Game
In this two-milestone project, you will create a two-player/one-computer game. The first milestone establishes the game's structure: models, terrain, and interaction. The second milestone adds on style: textures, animations, and visual effects.
You may complete this project by yourself or with one other person. Since the game is two-player, having a partner is helpful. No larger groups are allowed. Choosing a reliable partner and maintaining a mutual collaboration is your responsibility, not your instructor's. If you do work with a partner, send your instructor a DM to declare your partnership. State whose repository will host the game, and your instructor will grant the other partner access.
Milestone 1: Structure
Requirements
To receive credit for this milestone, you must meet all of the following requirements. No partial credit is given. Submit on a later ready date if a requirement is not yet met.
-
Place your renderer in
renderers/your-title
in one of your group's individual Git repositories. Replaceyour-title
with your game's title. - Create a two-player game that is either competitive or cooperative. Networking is too much for a graphics course; run within a single browser.
- Design your own models for the objects in your game. Use this opportunity to learn; do not use others' models.

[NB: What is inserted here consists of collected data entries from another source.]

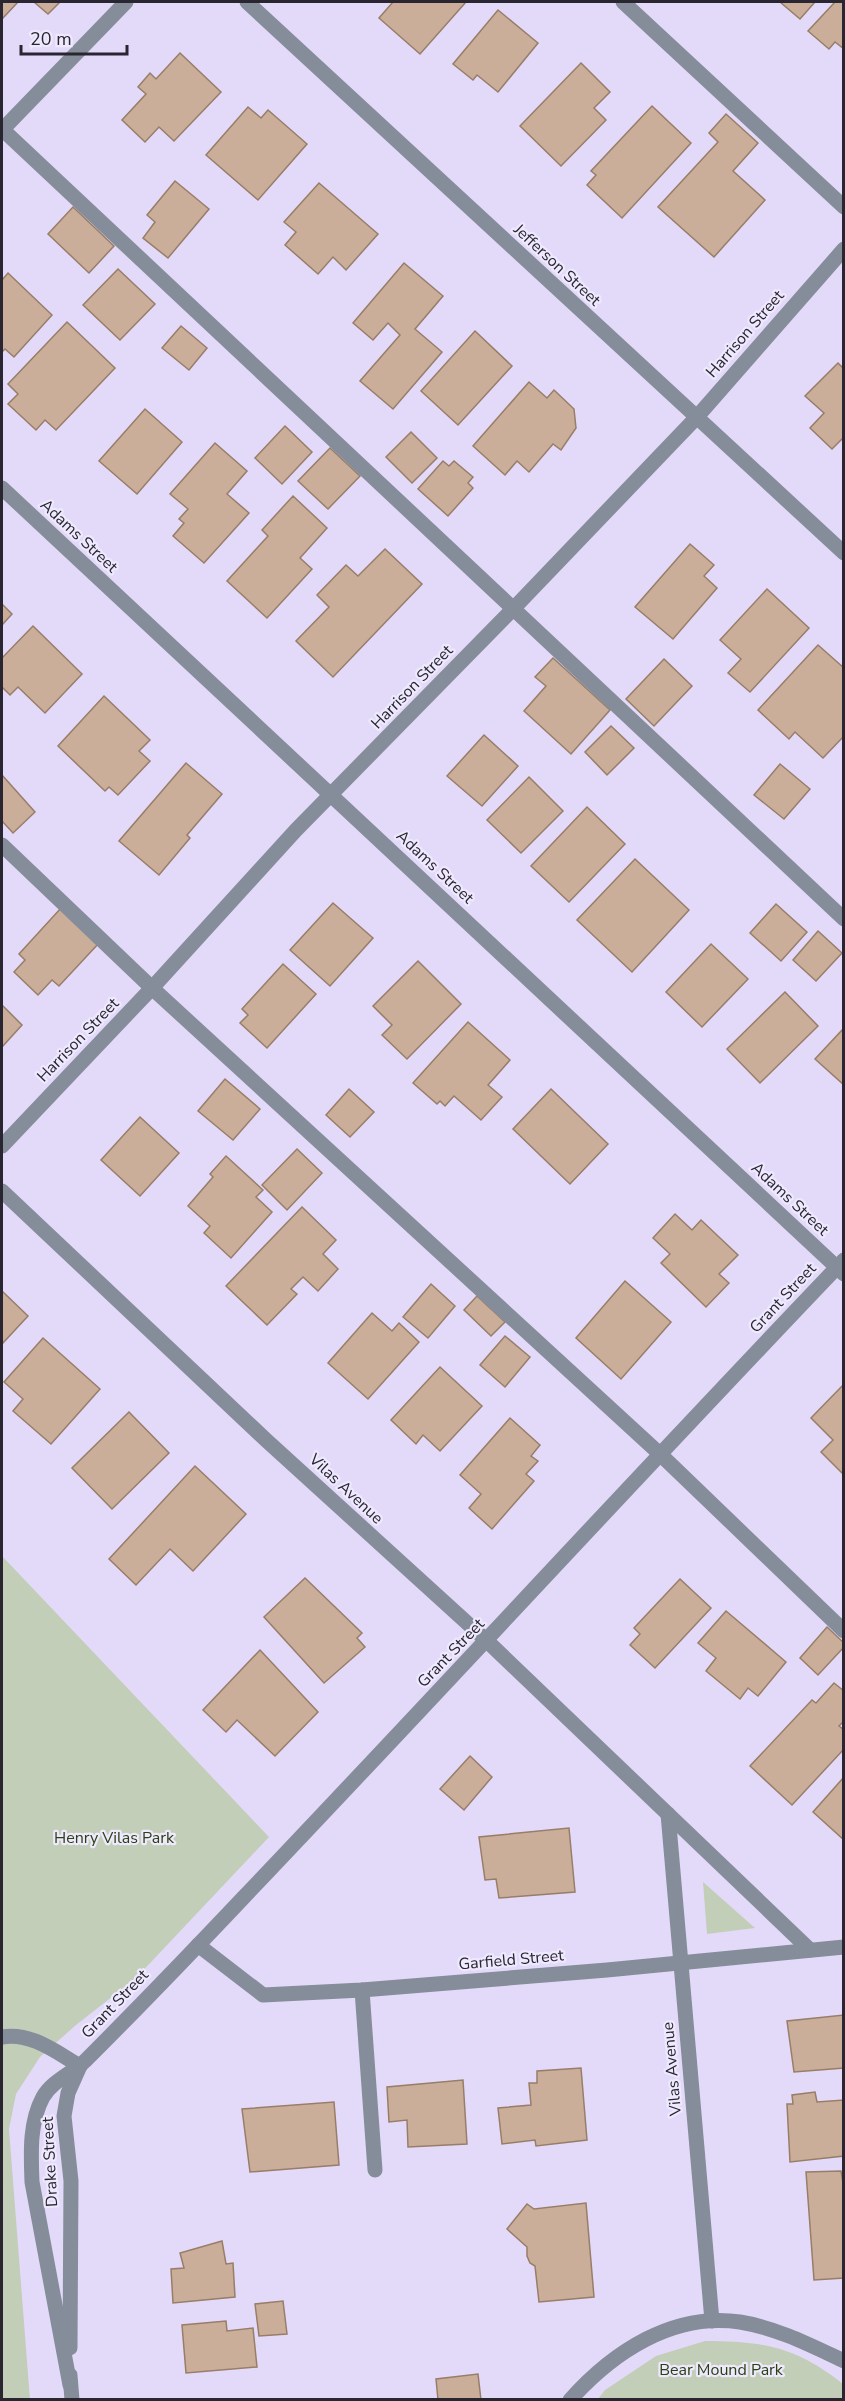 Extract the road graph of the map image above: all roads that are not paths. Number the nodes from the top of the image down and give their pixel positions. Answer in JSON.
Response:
{"nodes":[{"id":1,"x":126,"y":2,"type":"edge"},
{"id":2,"x":247,"y":2,"type":"edge"},
{"id":3,"x":623,"y":2,"type":"edge"},
{"id":4,"x":2,"y":130,"type":"edge"},
{"id":5,"x":843,"y":207,"type":"edge"},
{"id":6,"x":843,"y":249,"type":"edge"},
{"id":7,"x":696,"y":418,"type":"junction"},
{"id":8,"x":2,"y":488,"type":"edge"},
{"id":9,"x":843,"y":553,"type":"edge"},
{"id":10,"x":513,"y":609,"type":"junction"},
{"id":11,"x":331,"y":795,"type":"junction"},
{"id":12,"x":2,"y":845,"type":"edge"},
{"id":13,"x":843,"y":919,"type":"edge"},
{"id":14,"x":153,"y":988,"type":"junction"},
{"id":15,"x":2,"y":1146,"type":"edge"},
{"id":16,"x":2,"y":1191,"type":"edge"},
{"id":17,"x":841,"y":1267,"type":"edge"},
{"id":18,"x":661,"y":1455,"type":"junction"},
{"id":19,"x":843,"y":1631,"type":"edge"},
{"id":20,"x":487,"y":1641,"type":"junction"},
{"id":21,"x":668,"y":1814,"type":"junction"},
{"id":22,"x":198,"y":1945,"type":"junction"},
{"id":23,"x":843,"y":1947,"type":"edge"},
{"id":24,"x":810,"y":1950,"type":"junction"},
{"id":25,"x":681,"y":1962,"type":"junction"},
{"id":26,"x":362,"y":1990,"type":"junction"},
{"id":27,"x":2,"y":2037,"type":"edge"},
{"id":28,"x":80,"y":2066,"type":"junction"},
{"id":29,"x":375,"y":2170,"type":"dead end"},
{"id":30,"x":712,"y":2321,"type":"junction"},
{"id":31,"x":843,"y":2361,"type":"edge"},
{"id":32,"x":71,"y":2392,"type":"edge"},
{"id":33,"x":570,"y":2400,"type":"edge"}],
"edges":[{"from":1,"to":4,"type":"street"},
{"from":2,"to":7,"type":"street","name":"Jefferson Street"},
{"from":3,"to":5,"type":"street"},
{"from":4,"to":10,"type":"street"},
{"from":6,"to":7,"type":"street","name":"Harrison Street"},
{"from":7,"to":9,"type":"street","name":"Jefferson Street"},
{"from":7,"to":10,"type":"street","name":"Harrison Street"},
{"from":8,"to":11,"type":"street","name":"Adams Street"},
{"from":10,"to":11,"type":"street","name":"Harrison Street"},
{"from":10,"to":13,"type":"street"},
{"from":11,"to":14,"type":"street","name":"Harrison Street"},
{"from":11,"to":17,"type":"street","name":"Adams Street"},
{"from":12,"to":14,"type":"street"},
{"from":14,"to":15,"type":"street","name":"Harrison Street"},
{"from":14,"to":18,"type":"street"},
{"from":16,"to":20,"type":"street","name":"Vilas Avenue"},
{"from":17,"to":18,"type":"street","name":"Grant Street"},
{"from":18,"to":19,"type":"street"},
{"from":18,"to":20,"type":"street","name":"Grant Street"},
{"from":20,"to":21,"type":"street","name":"Vilas Avenue"},
{"from":20,"to":22,"type":"street","name":"Grant Street"},
{"from":21,"to":24,"type":"street","name":"Vilas Avenue"},
{"from":21,"to":25,"type":"street","name":"Vilas Avenue"},
{"from":22,"to":26,"type":"street","name":"Garfield Street"},
{"from":22,"to":28,"type":"street","name":"Grant Street"},
{"from":23,"to":24,"type":"street","name":"Garfield Street"},
{"from":24,"to":25,"type":"street","name":"Garfield Street"},
{"from":25,"to":26,"type":"street","name":"Garfield Street"},
{"from":25,"to":30,"type":"street","name":"Vilas Avenue"},
{"from":26,"to":29,"type":"street"},
{"from":27,"to":28,"type":"street"},
{"from":28,"to":32,"type":"street","name":"Drake Street"},
{"from":28,"to":32,"type":"street","name":"Drake Street"},
{"from":30,"to":31,"type":"street"},
{"from":30,"to":33,"type":"street"}]}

- Create a terrain for the player to traverse.
- Populate the terrain with your models.
- Render the scene using Blinn-Phong illumination. Color is unspecified for this milestone. Feel free to use a constant or uniform albedo.
- Employ a first- or third-person camera so the player can move around the terrain.
- Identify the mechanics you want to support. Are you collecting? Activating? Firing? Investigating? Photographing? Performing music? Dancing? Painting? Racing?Implement the core input system that supports these mechanics. Browsers don't generally support multiple mice. Consider using the Gamepad API to get simultaneous inputs.
- Your code must be cleanly formatted, the variable names must be meaningful, and comments should explain non-obvious code.
Submission
Share in the Discord #game channel a video of you navigating and interacting with your game world. Upload the video to a streaming service like YouTube, Vimeo, or Canvas Studio and share only the URL. All group members should offer a voiceover explaining your design decisions, the game's mechanics, and the animations and effects you intend to support. Videos should be 3–5 minutes long and no longer.
Commit and push your work to GitHub.
Milestone 2: Style
Requirements
To receive credit for this milestone, you must meet all of the following requirements. No partial credit is given. Submit on a later ready date if a requirement is not yet met.
- Texture every surface.
- Add skeletal animations to at least two models in the scene.
- Implement at least four of the following effects: a particle system, billboarding, a skybox, environment mapping, water, fog, and shadows.
- Investigate and implement one effect not discussed in class. Possible topics include but are not limited to bump mapping, text rendering, crepuscular rays, instanced rendering, deferred shading, silhouette rendering, and mirrors.
- Your code must be cleanly formatted, the variable names must be meaningful, and comments should explain non-obvious code.
Submission
Share in the Discord #game channel a 5-minute video of you and your partner (or a recruit) playing your game. Upload the video to a streaming service like YouTube, Vimeo, or Canvas Studio and share only the URL. Explicitly identify and discuss the effects that you have chosen to implement. Tell stories of the implementation process.
Commit and push your work to GitHub.